▸ **WHAT IS BEING ASKED**: Every line of the data must be set down exactly as shown.

INPUT DATA below:

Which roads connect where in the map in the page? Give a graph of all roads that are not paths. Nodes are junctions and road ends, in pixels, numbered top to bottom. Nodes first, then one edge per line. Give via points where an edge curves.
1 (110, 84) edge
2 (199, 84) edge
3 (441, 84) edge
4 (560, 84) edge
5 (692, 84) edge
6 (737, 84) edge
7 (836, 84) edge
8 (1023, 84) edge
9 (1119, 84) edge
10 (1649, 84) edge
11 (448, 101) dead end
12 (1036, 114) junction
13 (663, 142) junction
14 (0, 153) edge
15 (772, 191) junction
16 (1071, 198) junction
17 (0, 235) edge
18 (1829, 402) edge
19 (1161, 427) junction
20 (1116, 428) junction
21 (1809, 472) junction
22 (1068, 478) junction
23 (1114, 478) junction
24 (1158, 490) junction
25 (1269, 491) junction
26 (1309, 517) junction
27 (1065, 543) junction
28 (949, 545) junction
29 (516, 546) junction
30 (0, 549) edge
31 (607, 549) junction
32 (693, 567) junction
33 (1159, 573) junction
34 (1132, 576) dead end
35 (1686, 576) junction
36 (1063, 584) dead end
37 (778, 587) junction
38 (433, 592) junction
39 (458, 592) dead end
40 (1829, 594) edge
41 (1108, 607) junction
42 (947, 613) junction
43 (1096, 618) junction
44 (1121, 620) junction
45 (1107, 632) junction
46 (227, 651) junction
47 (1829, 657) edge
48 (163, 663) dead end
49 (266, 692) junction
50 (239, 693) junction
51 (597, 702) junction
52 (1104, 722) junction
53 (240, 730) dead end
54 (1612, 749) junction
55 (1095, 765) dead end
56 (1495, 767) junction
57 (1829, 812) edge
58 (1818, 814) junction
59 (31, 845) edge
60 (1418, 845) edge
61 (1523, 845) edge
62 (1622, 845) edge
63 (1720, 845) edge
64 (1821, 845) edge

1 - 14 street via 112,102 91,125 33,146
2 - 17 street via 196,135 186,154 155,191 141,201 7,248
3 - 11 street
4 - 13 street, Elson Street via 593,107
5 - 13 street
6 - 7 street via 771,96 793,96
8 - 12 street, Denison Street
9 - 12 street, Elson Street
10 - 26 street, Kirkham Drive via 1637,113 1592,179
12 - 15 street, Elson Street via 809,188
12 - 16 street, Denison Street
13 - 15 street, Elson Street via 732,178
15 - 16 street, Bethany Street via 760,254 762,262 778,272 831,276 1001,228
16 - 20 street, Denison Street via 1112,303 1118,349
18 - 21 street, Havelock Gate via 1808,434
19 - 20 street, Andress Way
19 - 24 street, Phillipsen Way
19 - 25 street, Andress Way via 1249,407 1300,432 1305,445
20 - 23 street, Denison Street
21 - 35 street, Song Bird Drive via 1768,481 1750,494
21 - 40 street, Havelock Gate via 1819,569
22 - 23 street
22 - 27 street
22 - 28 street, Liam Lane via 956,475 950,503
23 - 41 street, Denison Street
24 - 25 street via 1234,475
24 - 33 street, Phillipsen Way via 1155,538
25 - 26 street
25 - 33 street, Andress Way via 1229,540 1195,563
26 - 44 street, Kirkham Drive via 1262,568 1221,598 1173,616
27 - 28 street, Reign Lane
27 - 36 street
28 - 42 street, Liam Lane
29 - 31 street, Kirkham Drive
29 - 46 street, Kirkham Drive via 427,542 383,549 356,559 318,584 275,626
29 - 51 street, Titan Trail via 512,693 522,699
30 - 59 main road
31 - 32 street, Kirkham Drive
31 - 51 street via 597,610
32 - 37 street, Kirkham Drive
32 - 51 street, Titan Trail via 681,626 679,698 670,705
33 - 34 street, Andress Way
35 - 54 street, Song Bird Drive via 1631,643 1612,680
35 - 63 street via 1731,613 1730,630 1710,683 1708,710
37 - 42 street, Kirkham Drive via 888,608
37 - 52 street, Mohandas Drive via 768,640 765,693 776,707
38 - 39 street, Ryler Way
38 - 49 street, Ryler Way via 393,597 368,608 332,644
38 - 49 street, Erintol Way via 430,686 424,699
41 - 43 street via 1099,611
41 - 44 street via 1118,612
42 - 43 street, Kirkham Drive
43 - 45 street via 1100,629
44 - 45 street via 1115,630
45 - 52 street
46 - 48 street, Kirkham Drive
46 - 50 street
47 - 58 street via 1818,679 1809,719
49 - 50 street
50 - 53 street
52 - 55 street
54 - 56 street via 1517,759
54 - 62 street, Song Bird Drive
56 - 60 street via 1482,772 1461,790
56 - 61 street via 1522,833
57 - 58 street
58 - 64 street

End of INPUT DATA.

▸ **EXERCISE RESPONSE**:
Which roads connect where in the map in the page? Give a graph of all roads that are not paths. Nodes are junctions and road ends, in pixels, numbered top to bottom. Nodes first, then one edge per line. Give via points where an edge curves.
1 (110, 84) edge
2 (199, 84) edge
3 (441, 84) edge
4 (560, 84) edge
5 (692, 84) edge
6 (737, 84) edge
7 (836, 84) edge
8 (1023, 84) edge
9 (1119, 84) edge
10 (1649, 84) edge
11 (448, 101) dead end
12 (1036, 114) junction
13 (663, 142) junction
14 (0, 153) edge
15 (772, 191) junction
16 (1071, 198) junction
17 (0, 235) edge
18 (1829, 402) edge
19 (1161, 427) junction
20 (1116, 428) junction
21 (1809, 472) junction
22 (1068, 478) junction
23 (1114, 478) junction
24 (1158, 490) junction
25 (1269, 491) junction
26 (1309, 517) junction
27 (1065, 543) junction
28 (949, 545) junction
29 (516, 546) junction
30 (0, 549) edge
31 (607, 549) junction
32 (693, 567) junction
33 (1159, 573) junction
34 (1132, 576) dead end
35 (1686, 576) junction
36 (1063, 584) dead end
37 (778, 587) junction
38 (433, 592) junction
39 (458, 592) dead end
40 (1829, 594) edge
41 (1108, 607) junction
42 (947, 613) junction
43 (1096, 618) junction
44 (1121, 620) junction
45 (1107, 632) junction
46 (227, 651) junction
47 (1829, 657) edge
48 (163, 663) dead end
49 (266, 692) junction
50 (239, 693) junction
51 (597, 702) junction
52 (1104, 722) junction
53 (240, 730) dead end
54 (1612, 749) junction
55 (1095, 765) dead end
56 (1495, 767) junction
57 (1829, 812) edge
58 (1818, 814) junction
59 (31, 845) edge
60 (1418, 845) edge
61 (1523, 845) edge
62 (1622, 845) edge
63 (1720, 845) edge
64 (1821, 845) edge

1 - 14 street via 112,102 91,125 33,146
2 - 17 street via 196,135 186,154 155,191 141,201 7,248
3 - 11 street
4 - 13 street, Elson Street via 593,107
5 - 13 street
6 - 7 street via 771,96 793,96
8 - 12 street, Denison Street
9 - 12 street, Elson Street
10 - 26 street, Kirkham Drive via 1637,113 1592,179
12 - 15 street, Elson Street via 809,188
12 - 16 street, Denison Street
13 - 15 street, Elson Street via 732,178
15 - 16 street, Bethany Street via 760,254 762,262 778,272 831,276 1001,228
16 - 20 street, Denison Street via 1112,303 1118,349
18 - 21 street, Havelock Gate via 1808,434
19 - 20 street, Andress Way
19 - 24 street, Phillipsen Way
19 - 25 street, Andress Way via 1249,407 1300,432 1305,445
20 - 23 street, Denison Street
21 - 35 street, Song Bird Drive via 1768,481 1750,494
21 - 40 street, Havelock Gate via 1819,569
22 - 23 street
22 - 27 street
22 - 28 street, Liam Lane via 956,475 950,503
23 - 41 street, Denison Street
24 - 25 street via 1234,475
24 - 33 street, Phillipsen Way via 1155,538
25 - 26 street
25 - 33 street, Andress Way via 1229,540 1195,563
26 - 44 street, Kirkham Drive via 1262,568 1221,598 1173,616
27 - 28 street, Reign Lane
27 - 36 street
28 - 42 street, Liam Lane
29 - 31 street, Kirkham Drive
29 - 46 street, Kirkham Drive via 427,542 383,549 356,559 318,584 275,626
29 - 51 street, Titan Trail via 512,693 522,699
30 - 59 main road
31 - 32 street, Kirkham Drive
31 - 51 street via 597,610
32 - 37 street, Kirkham Drive
32 - 51 street, Titan Trail via 681,626 679,698 670,705
33 - 34 street, Andress Way
35 - 54 street, Song Bird Drive via 1631,643 1612,680
35 - 63 street via 1731,613 1730,630 1710,683 1708,710
37 - 42 street, Kirkham Drive via 888,608
37 - 52 street, Mohandas Drive via 768,640 765,693 776,707
38 - 39 street, Ryler Way
38 - 49 street, Ryler Way via 393,597 368,608 332,644
38 - 49 street, Erintol Way via 430,686 424,699
41 - 43 street via 1099,611
41 - 44 street via 1118,612
42 - 43 street, Kirkham Drive
43 - 45 street via 1100,629
44 - 45 street via 1115,630
45 - 52 street
46 - 48 street, Kirkham Drive
46 - 50 street
47 - 58 street via 1818,679 1809,719
49 - 50 street
50 - 53 street
52 - 55 street
54 - 56 street via 1517,759
54 - 62 street, Song Bird Drive
56 - 60 street via 1482,772 1461,790
56 - 61 street via 1522,833
57 - 58 street
58 - 64 street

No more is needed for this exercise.